* Stored data *
BEGIN

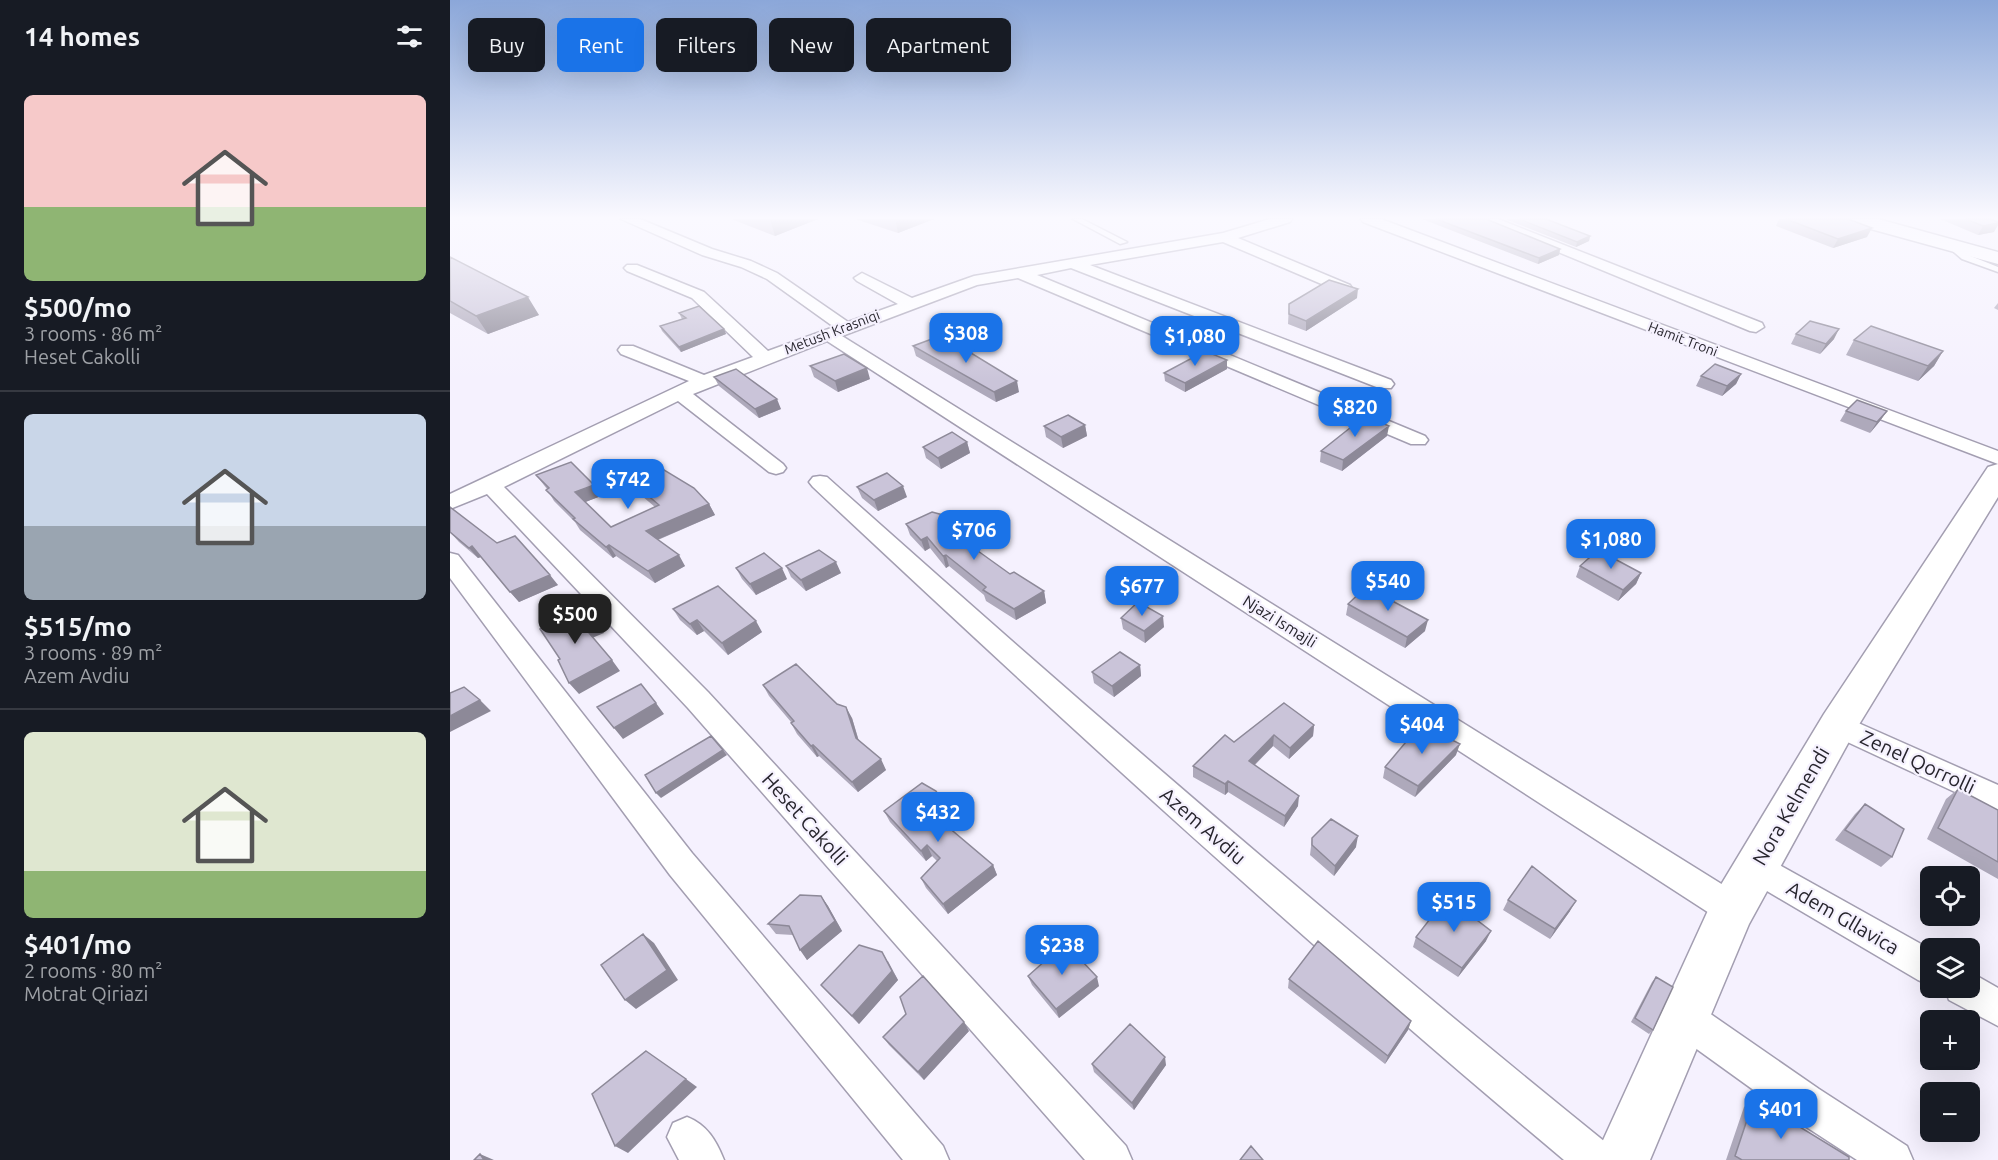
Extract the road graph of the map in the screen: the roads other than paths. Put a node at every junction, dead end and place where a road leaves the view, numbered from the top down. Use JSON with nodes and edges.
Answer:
{"nodes":[{"id":1,"x":645,"y":273,"type":"edge"},
{"id":2,"x":766,"y":273,"type":"edge"},
{"id":3,"x":1012,"y":273,"type":"edge"},
{"id":4,"x":1021,"y":273,"type":"edge"},
{"id":5,"x":1097,"y":273,"type":"edge"},
{"id":6,"x":1309,"y":273,"type":"edge"},
{"id":7,"x":1511,"y":273,"type":"edge"},
{"id":8,"x":1621,"y":273,"type":"edge"},
{"id":9,"x":862,"y":278,"type":"dead end"},
{"id":10,"x":1344,"y":288,"type":"edge"},
{"id":11,"x":909,"y":303,"type":"junction"},
{"id":12,"x":1756,"y":327,"type":"dead end"},
{"id":13,"x":837,"y":330,"type":"junction"},
{"id":14,"x":627,"y":350,"type":"dead end"},
{"id":15,"x":765,"y":358,"type":"junction"},
{"id":16,"x":704,"y":381,"type":"junction"},
{"id":17,"x":1385,"y":384,"type":"dead end"},
{"id":18,"x":680,"y":393,"type":"junction"},
{"id":19,"x":1418,"y":440,"type":"dead end"},
{"id":20,"x":1998,"y":458,"type":"edge"},
{"id":21,"x":776,"y":468,"type":"dead end"},
{"id":22,"x":1998,"y":473,"type":"edge"},
{"id":23,"x":820,"y":482,"type":"dead end"},
{"id":24,"x":490,"y":485,"type":"junction"},
{"id":25,"x":450,"y":502,"type":"edge"},
{"id":26,"x":450,"y":561,"type":"edge"},
{"id":27,"x":1838,"y":725,"type":"junction"},
{"id":28,"x":1998,"y":799,"type":"edge"},
{"id":29,"x":1756,"y":867,"type":"junction"},
{"id":30,"x":1732,"y":909,"type":"junction"},
{"id":31,"x":1920,"y":962,"type":"edge"},
{"id":32,"x":1980,"y":998,"type":"edge"},
{"id":33,"x":1998,"y":1008,"type":"edge"},
{"id":34,"x":1686,"y":1019,"type":"junction"},
{"id":35,"x":929,"y":1160,"type":"edge"},
{"id":36,"x":1112,"y":1160,"type":"edge"},
{"id":37,"x":1596,"y":1160,"type":"edge"},
{"id":38,"x":1622,"y":1160,"type":"edge"},
{"id":39,"x":1893,"y":1160,"type":"edge"}],
"edges":[{"from":1,"to":15,"type":"street","name":"Metush Krasniqi"},
{"from":2,"to":13,"type":"street","name":"Njazi Ismajli"},
{"from":3,"to":11,"type":"street","name":"Metush Krasniqi"},
{"from":4,"to":19,"type":"street"},
{"from":5,"to":17,"type":"street"},
{"from":6,"to":10,"type":"street"},
{"from":7,"to":20,"type":"street","name":"Hamit Troni"},
{"from":8,"to":12,"type":"street"},
{"from":9,"to":11,"type":"street"},
{"from":11,"to":13,"type":"street","name":"Metush Krasniqi"},
{"from":13,"to":15,"type":"street","name":"Metush Krasniqi"},
{"from":13,"to":30,"type":"street","name":"Njazi Ismajli"},
{"from":14,"to":16,"type":"street"},
{"from":15,"to":16,"type":"street","name":"Metush Krasniqi"},
{"from":16,"to":18,"type":"street","name":"Metush Krasniqi"},
{"from":18,"to":21,"type":"street"},
{"from":18,"to":24,"type":"street","name":"Metush Krasniqi"},
{"from":22,"to":27,"type":"street","name":"Nora Kelmendi"},
{"from":23,"to":37,"type":"street","name":"Azem Avdiu"},
{"from":24,"to":25,"type":"street","name":"Metush Krasniqi"},
{"from":24,"to":36,"type":"street","name":"Heset Cakolli"},
{"from":26,"to":35,"type":"street"},
{"from":27,"to":28,"type":"street","name":"Zenel Qorrolli"},
{"from":27,"to":29,"type":"street","name":"Nora Kelmendi"},
{"from":29,"to":30,"type":"street","name":"Nora Kelmendi"},
{"from":29,"to":31,"type":"street","name":"Adem Gllavica"},
{"from":30,"to":34,"type":"street","name":"Nora Kelmendi"},
{"from":32,"to":33,"type":"street"},
{"from":34,"to":38,"type":"street","name":"Nora Kelmendi"},
{"from":34,"to":39,"type":"street"}]}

END

* Task prompt *
Using the data above, print every line exactly, omitting pictures.

* Answer section *
Extract the road graph of the map in the screen: the roads other than paths. Put a node at every junction, dead end and place where a road leaves the view, numbered from the top down. Use JSON with nodes and edges.
Answer:
{"nodes":[{"id":1,"x":645,"y":273,"type":"edge"},
{"id":2,"x":766,"y":273,"type":"edge"},
{"id":3,"x":1012,"y":273,"type":"edge"},
{"id":4,"x":1021,"y":273,"type":"edge"},
{"id":5,"x":1097,"y":273,"type":"edge"},
{"id":6,"x":1309,"y":273,"type":"edge"},
{"id":7,"x":1511,"y":273,"type":"edge"},
{"id":8,"x":1621,"y":273,"type":"edge"},
{"id":9,"x":862,"y":278,"type":"dead end"},
{"id":10,"x":1344,"y":288,"type":"edge"},
{"id":11,"x":909,"y":303,"type":"junction"},
{"id":12,"x":1756,"y":327,"type":"dead end"},
{"id":13,"x":837,"y":330,"type":"junction"},
{"id":14,"x":627,"y":350,"type":"dead end"},
{"id":15,"x":765,"y":358,"type":"junction"},
{"id":16,"x":704,"y":381,"type":"junction"},
{"id":17,"x":1385,"y":384,"type":"dead end"},
{"id":18,"x":680,"y":393,"type":"junction"},
{"id":19,"x":1418,"y":440,"type":"dead end"},
{"id":20,"x":1998,"y":458,"type":"edge"},
{"id":21,"x":776,"y":468,"type":"dead end"},
{"id":22,"x":1998,"y":473,"type":"edge"},
{"id":23,"x":820,"y":482,"type":"dead end"},
{"id":24,"x":490,"y":485,"type":"junction"},
{"id":25,"x":450,"y":502,"type":"edge"},
{"id":26,"x":450,"y":561,"type":"edge"},
{"id":27,"x":1838,"y":725,"type":"junction"},
{"id":28,"x":1998,"y":799,"type":"edge"},
{"id":29,"x":1756,"y":867,"type":"junction"},
{"id":30,"x":1732,"y":909,"type":"junction"},
{"id":31,"x":1920,"y":962,"type":"edge"},
{"id":32,"x":1980,"y":998,"type":"edge"},
{"id":33,"x":1998,"y":1008,"type":"edge"},
{"id":34,"x":1686,"y":1019,"type":"junction"},
{"id":35,"x":929,"y":1160,"type":"edge"},
{"id":36,"x":1112,"y":1160,"type":"edge"},
{"id":37,"x":1596,"y":1160,"type":"edge"},
{"id":38,"x":1622,"y":1160,"type":"edge"},
{"id":39,"x":1893,"y":1160,"type":"edge"}],
"edges":[{"from":1,"to":15,"type":"street","name":"Metush Krasniqi"},
{"from":2,"to":13,"type":"street","name":"Njazi Ismajli"},
{"from":3,"to":11,"type":"street","name":"Metush Krasniqi"},
{"from":4,"to":19,"type":"street"},
{"from":5,"to":17,"type":"street"},
{"from":6,"to":10,"type":"street"},
{"from":7,"to":20,"type":"street","name":"Hamit Troni"},
{"from":8,"to":12,"type":"street"},
{"from":9,"to":11,"type":"street"},
{"from":11,"to":13,"type":"street","name":"Metush Krasniqi"},
{"from":13,"to":15,"type":"street","name":"Metush Krasniqi"},
{"from":13,"to":30,"type":"street","name":"Njazi Ismajli"},
{"from":14,"to":16,"type":"street"},
{"from":15,"to":16,"type":"street","name":"Metush Krasniqi"},
{"from":16,"to":18,"type":"street","name":"Metush Krasniqi"},
{"from":18,"to":21,"type":"street"},
{"from":18,"to":24,"type":"street","name":"Metush Krasniqi"},
{"from":22,"to":27,"type":"street","name":"Nora Kelmendi"},
{"from":23,"to":37,"type":"street","name":"Azem Avdiu"},
{"from":24,"to":25,"type":"street","name":"Metush Krasniqi"},
{"from":24,"to":36,"type":"street","name":"Heset Cakolli"},
{"from":26,"to":35,"type":"street"},
{"from":27,"to":28,"type":"street","name":"Zenel Qorrolli"},
{"from":27,"to":29,"type":"street","name":"Nora Kelmendi"},
{"from":29,"to":30,"type":"street","name":"Nora Kelmendi"},
{"from":29,"to":31,"type":"street","name":"Adem Gllavica"},
{"from":30,"to":34,"type":"street","name":"Nora Kelmendi"},
{"from":32,"to":33,"type":"street"},
{"from":34,"to":38,"type":"street","name":"Nora Kelmendi"},
{"from":34,"to":39,"type":"street"}]}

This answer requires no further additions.